Really? A Toyota in CMG? What’s the world coming to?
Truth is, I’m not sure what the Toyota i-Road is. It has three wheels, two in front and one behind like a Can-Am Spyder, which means the Canadian government thinks it’s a motorcycle.
Ride around Toronto or Montreal and you’ll probably be told to wear a helmet, which means you’ll look even dorkier than you do already in the thing.
Toyota clearly thinks it’s a car, though, and the French here in Grenoble agree. It has a steering wheel, and brake and throttle pedals. It has a seat belt. It has a windshield wiper, which is nice when it rains, and it has plastic windows that aren’t so good at keeping the rain out, especially when they fall off. That’s about it.
But it leans around corners – and that’s the beauty of it and why it’s here. It leans really well, and the stabilizers keep it secure even when the road is slippery and crap. It won’t slide out and it won’t fall over.
This could be the future of urban transportation, but it’s not ready just yet. There are 35 i-Road prototypes on test here in France as part of a car-sharing program, and this is the only place in the world you can try them. The project is half-way through its three-year plan, and the idea is to see who wants to use the i-Road, and for what. Mainly, Toyota wants to see if it helps remove regular vehicles from the road. They don’t turn heads here any more. Grenoblians – Grenobblies? – are used to seeing them on the street, often with perplexed-looking tourists behind the wheel.

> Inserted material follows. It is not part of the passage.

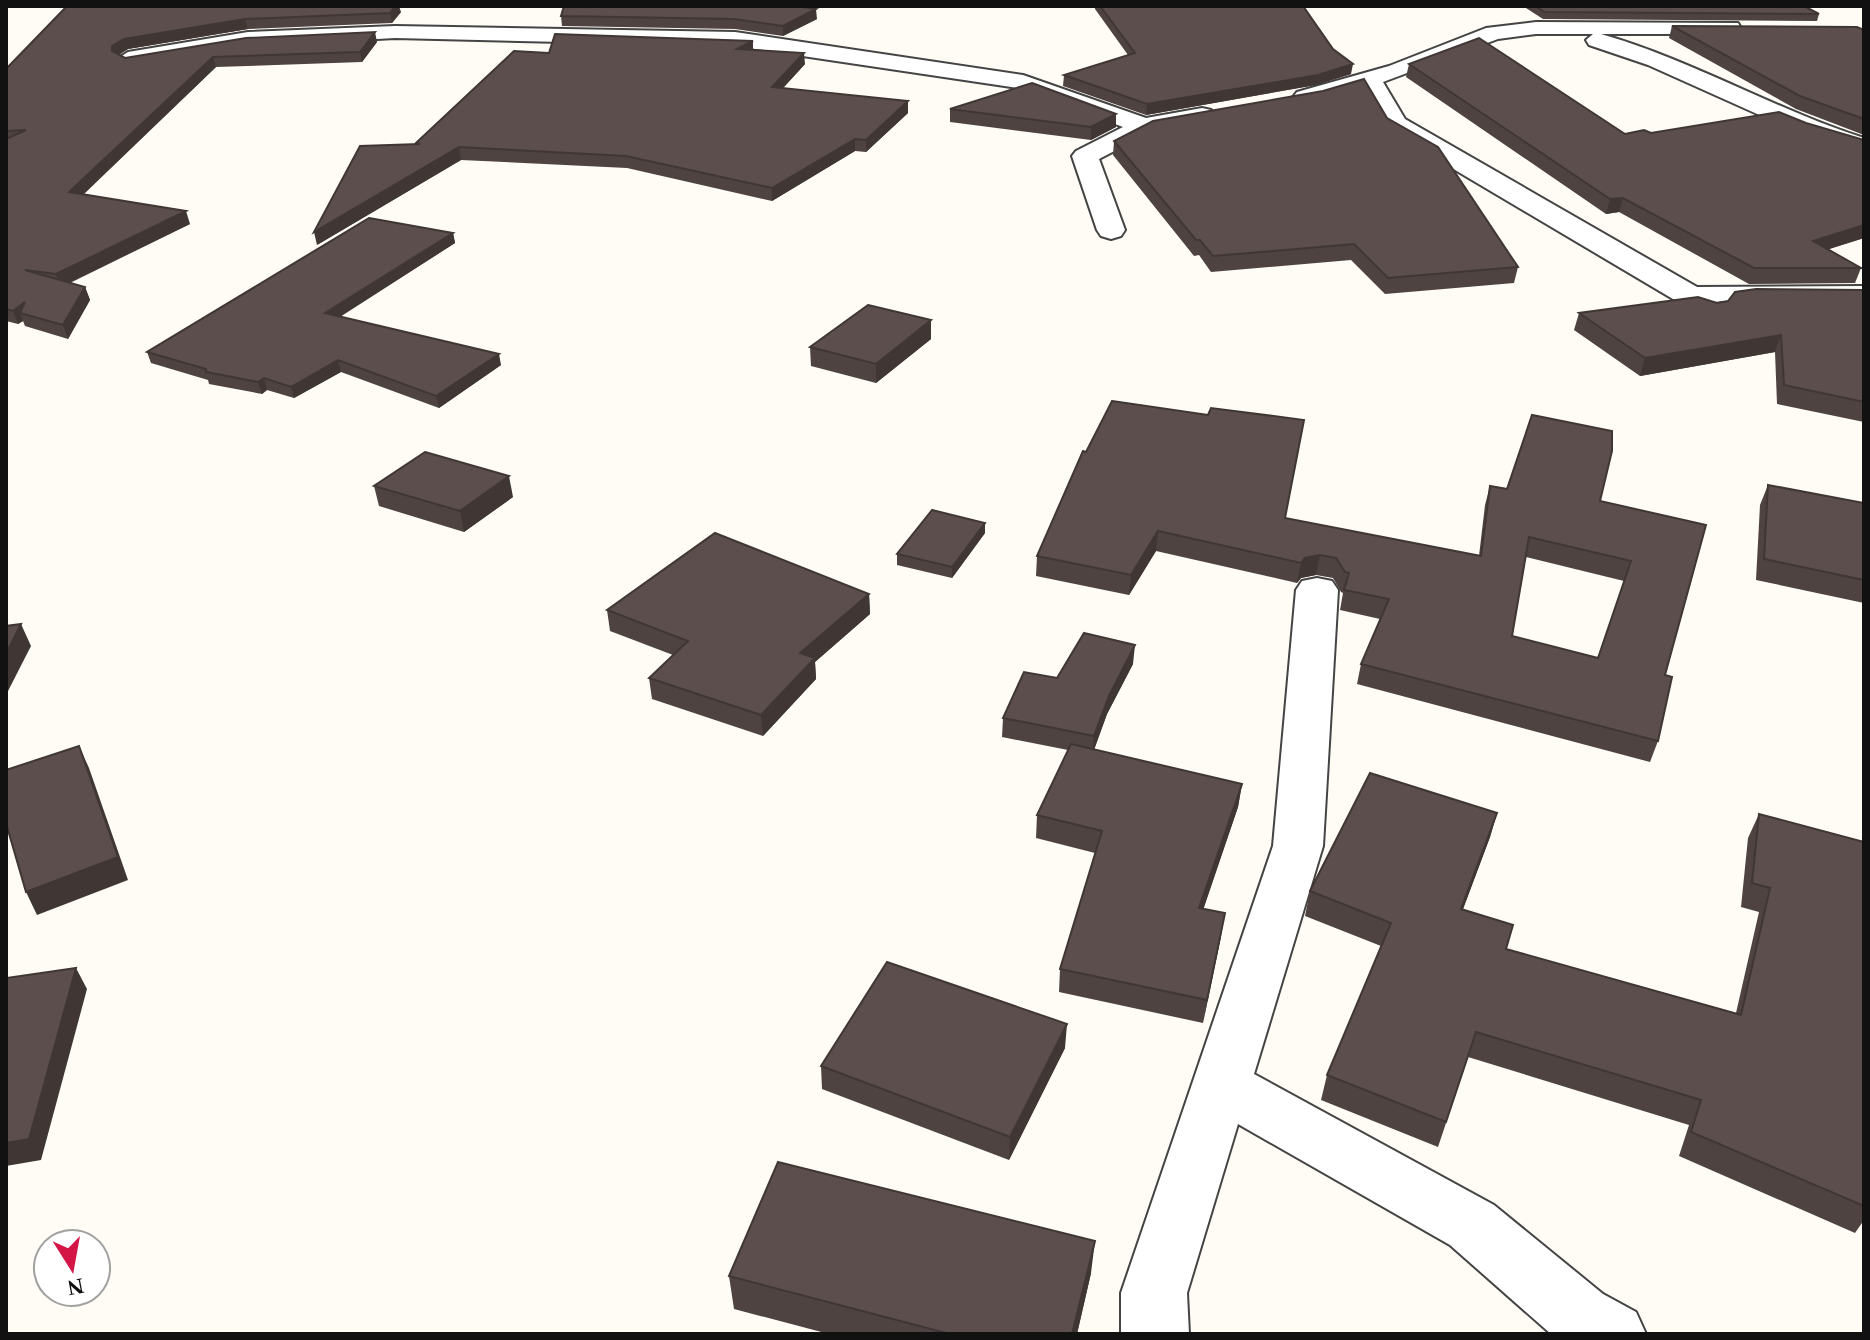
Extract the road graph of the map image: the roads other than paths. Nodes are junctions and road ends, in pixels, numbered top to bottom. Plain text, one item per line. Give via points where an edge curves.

So first off, the details. It’s an electric vehicle, with a range of 50 km and a top speed of 45 km/h, though in the service of CMG I sucked 48 km/h out of mine on a downhill stretch. It takes four hours to recharge from flat, and it costs 1 euro to rent for every 15 minutes, which is less than a couple of bucks. There’s a seat behind the main seat for a passenger, as long as that passenger is no bigger than the imp from Game of Thrones.
It’s as simple to drive/ride as a golf cart. The i-Road has to set up its centrifugal stabilizers first, so it’s not instant when the key is turned and it gives a little jiggle through the shocks to shake itself out, but then it’s off you go. Just press on the throttle and don’t bother slowing down on the curves. Instrumented testing for acceleration – me counting “one and a thousand, two and a thousand…” – shows zero-to-45 km/h in seven seconds.
This is all well and fine, but the trump card is the i-Road has rear-wheel steering, which changes everything. Like, everything. This makes it easier to park because its turning circle is negligible, and fun to ride at “speed”, but tricky to maneuver through traffic at slower speed because it swings the back end around to turn corners. This is why anyone who wants to rent an i-Road here has to take an hour-long training course first, just to get the hang of it. I spent the afternoon riding around the city here, trying to push my way through traffic and incurring the wrath of the Grenobblies, and never quite got used to it. But it was fun.
The i-Road is safer than your average motorcycle because it doesn’t fall over – you don’t need to wear a helmet – but it’s still too wide to filter through traffic and tricky to try with that rear steering. I’d like to say it’s a well-intentioned gimmick, but it’s not. It’s happening.
The car-share program is in Grenoble because this is an especially environmentally-conscious city. Surrounding mountains keep the smog in, so clean emissions are actively encouraged. Europeans are far more concerned with emissions control than we are in North America, and electric vehicles have no emissions at the tailpipe, which doesn’t even exist. Motorcycles, of course, have the dirtiest emissions of all. The cleanest motorcycle is far more polluting out of the exhaust than the dirtiest car, but it takes up a lot less space and uses much less fuel, so we’ll forgive it that.
Toyota has no plans to import the i-Road to Canada. In fact, it has no plans to import the i-Road anywhere right now. Make no mistake, though – vehicles like this are coming, and when they do hit our streets, we’ll be used to seeing them after just a year or so. They’ll be like iPhones, less than a decade old but taken for granted now. They’ll come to Europe first, which has narrower, more congested streets and more expensive fuel, but they’ll make their way over to North America soon after.
Go to any large car show anywhere in the world and there’ll be a few start-up companies with vehicles like i-Roads at their booths, and illustrations showing how they’re the future of transportation. The reps will tell you all about the benefits of small size and clean power.
But with a nudge and wink, the Toyota people can also plug the fun of leaning around corners in the i-Road. We’ve been doing that since the first motorcycle, of course – the first bicycle even – but maybe car drivers will catch on. The future of transportation may look totally dorky, but at least there’s still hope it will be fun.